Fundamentally, what snarks enables you to do is prove something-- such as your ownership of coins-- without revealing any information to do so. To accomplish this seemingly impossible task, a snarks implementation relies on a so-called "proving circuit". The circuit which had been used by Zcash was codenamed BCTV14, and had been developed by a team of researches in 2013. Despite the fact it had been reviewed and audited numerous times by many of the brightest researchers in the field of cryptography, the weakness in the circuit was so subtle and technical it went (seemingly) unnoticed until discovered by the Zcash team. This fact, along with other circumstantial evidence, means it's fairly unlikely the vulnerability was ever exploited to mint counterfeit coins. The shielded nature of Zcash, though, makes this hard to prove definitively. Link.

This story highlights one of the tradeoffs that comes with privacy enhancing technology. Generally, I'm a fan of technologies that result in better privacy, and this is especially true in the blockchain world. It's not hard to imagine how things could get dystopian if our economic lives migrate to fully transparent ledgers. That said, transparency does have it's advantages, and this is one of them: when the system is publicly auditable, it's easy to show the system is working as intended. This allows users to feel more confident in the networks they participate in. Privacy coins like Zcash and Monero will always have to deal with some uncertainty in this regard. We can never be sure the systems aren't being exploited in some hidden way.

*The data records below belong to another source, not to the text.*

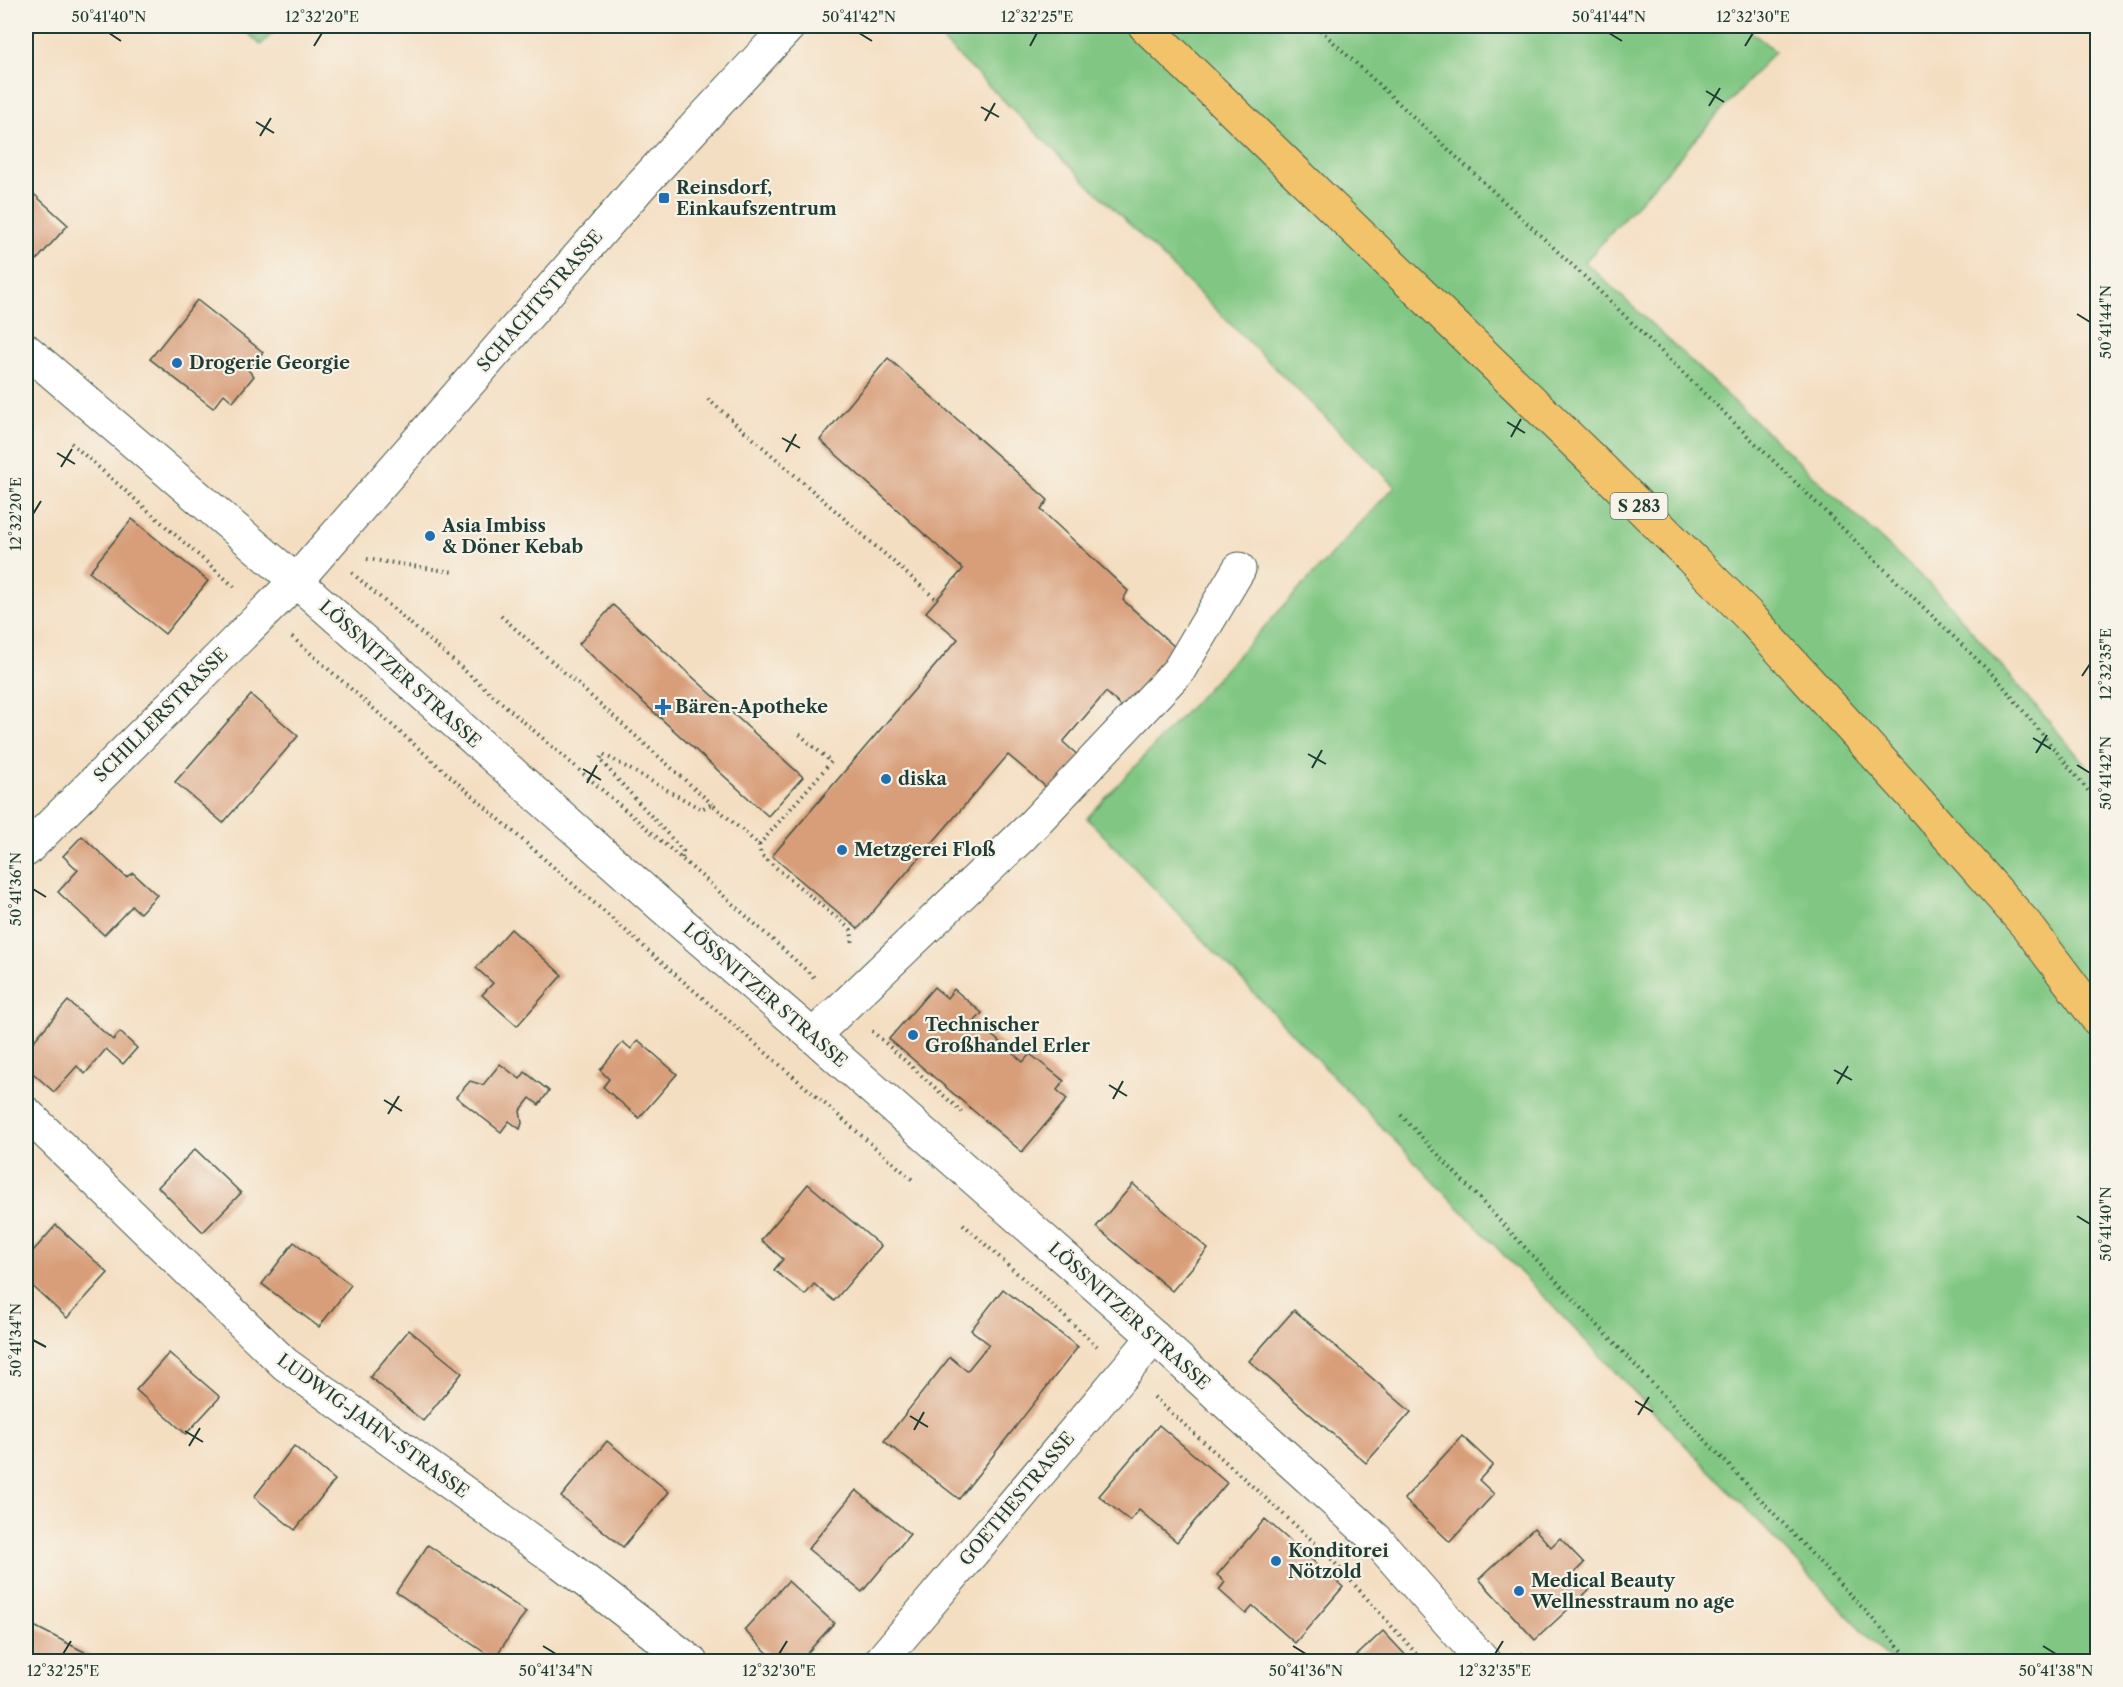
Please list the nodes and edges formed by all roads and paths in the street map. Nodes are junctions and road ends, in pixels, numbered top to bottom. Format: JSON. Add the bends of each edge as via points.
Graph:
{"nodes":[{"id":1,"x":789,"y":26,"type":"edge"},
{"id":2,"x":1144,"y":26,"type":"edge"},
{"id":3,"x":1316,"y":26,"type":"edge"},
{"id":4,"x":26,"y":350,"type":"edge"},
{"id":5,"x":708,"y":399,"type":"dead end"},
{"id":6,"x":69,"y":441,"type":"dead end"},
{"id":7,"x":363,"y":559,"type":"dead end"},
{"id":8,"x":1239,"y":569,"type":"dead end"},
{"id":9,"x":453,"y":572,"type":"dead end"},
{"id":10,"x":296,"y":581,"type":"junction"},
{"id":11,"x":937,"y":600,"type":"dead end"},
{"id":12,"x":264,"y":613,"type":"junction"},
{"id":13,"x":501,"y":616,"type":"dead end"},
{"id":14,"x":798,"y":733,"type":"dead end"},
{"id":15,"x":2097,"y":803,"type":"edge"},
{"id":16,"x":712,"y":804,"type":"junction"},
{"id":17,"x":759,"y":845,"type":"junction"},
{"id":18,"x":26,"y":850,"type":"edge"},
{"id":19,"x":682,"y":859,"type":"dead end"},
{"id":20,"x":853,"y":949,"type":"dead end"},
{"id":21,"x":2097,"y":1020,"type":"edge"},
{"id":22,"x":813,"y":1036,"type":"junction"},
{"id":23,"x":26,"y":1113,"type":"edge"},
{"id":24,"x":1401,"y":1115,"type":"dead end"},
{"id":25,"x":920,"y":1186,"type":"dead end"},
{"id":26,"x":955,"y":1216,"type":"dead end"},
{"id":27,"x":1154,"y":1337,"type":"junction"},
{"id":28,"x":1124,"y":1371,"type":"junction"},
{"id":29,"x":1521,"y":1653,"type":"dead end"},
{"id":30,"x":691,"y":1662,"type":"edge"},
{"id":31,"x":880,"y":1662,"type":"edge"},
{"id":32,"x":1424,"y":1662,"type":"edge"},
{"id":33,"x":1484,"y":1662,"type":"edge"},
{"id":34,"x":1528,"y":1662,"type":"edge"},
{"id":35,"x":1913,"y":1662,"type":"edge"}],
"edges":[{"from":1,"to":10,"type":"street","name":"SCHACHTSTRASSE","via":[[621,208]]},
{"from":2,"to":21,"type":"main road","number":"S 283","via":[[1750,617],[2028,927]]},
{"from":3,"to":15,"type":"path","via":[[1586,278],[1999,681]]},
{"from":4,"to":10,"type":"street","name":"LÖSSNITZER STRASSE"},
{"from":5,"to":11,"type":"path"},
{"from":6,"to":12,"type":"path"},
{"from":7,"to":9,"type":"path"},
{"from":8,"to":22,"type":"street","via":[[1179,670],[1024,834]]},
{"from":10,"to":12,"type":"street","name":"SCHILLERSTRASSE"},
{"from":10,"to":22,"type":"street","name":"LÖSSNITZER STRASSE"},
{"from":12,"to":18,"type":"street","name":"SCHILLERSTRASSE"},
{"from":12,"to":25,"type":"path"},
{"from":13,"to":16,"type":"path"},
{"from":14,"to":17,"type":"path","via":[[831,762]]},
{"from":16,"to":17,"type":"path"},
{"from":16,"to":19,"type":"path","via":[[701,809],[603,754],[600,760],[683,851]]},
{"from":17,"to":20,"type":"path","via":[[761,855],[851,930]]},
{"from":22,"to":27,"type":"street","name":"LÖSSNITZER STRASSE"},
{"from":23,"to":30,"type":"street","name":"LUDWIG-JAHN-STRASSE","via":[[285,1364],[562,1563]]},
{"from":24,"to":35,"type":"path"},
{"from":26,"to":28,"type":"path"},
{"from":27,"to":28,"type":"street","name":"GOETHESTRASSE"},
{"from":27,"to":33,"type":"street","name":"LÖSSNITZER STRASSE","via":[[1377,1540]]},
{"from":28,"to":31,"type":"street","name":"GOETHESTRASSE"},
{"from":28,"to":32,"type":"path","via":[[1325,1552]]},
{"from":29,"to":34,"type":"path"}]}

Overall, though, I have to give the Zcash team high marks on how they handled this issue. Discovering a bug this insidious is a feat in itself. Keeping it a secret for months while getting a fix out is doubly impressive. The Zcash team is funded by a "founders reward", which is included in each mined block, a strategy I showed esteem for in last week's issue on developer incentives. This incident, and the competent way it was handled by the Zcash team, helps make the case that you get what you pay for.

📊Statistics

8,200. The number of addresses holding a non-negligible amount of DAI-- the fully decentralized, dollar-pegged stable coin minted by the MakerDAO. In total, 1.5% of all Ether is now locked as collateral in Maker. This write up features a host of other numbers, and makes a compelling case that DAI is seeing real traction in the ecosystem. Link.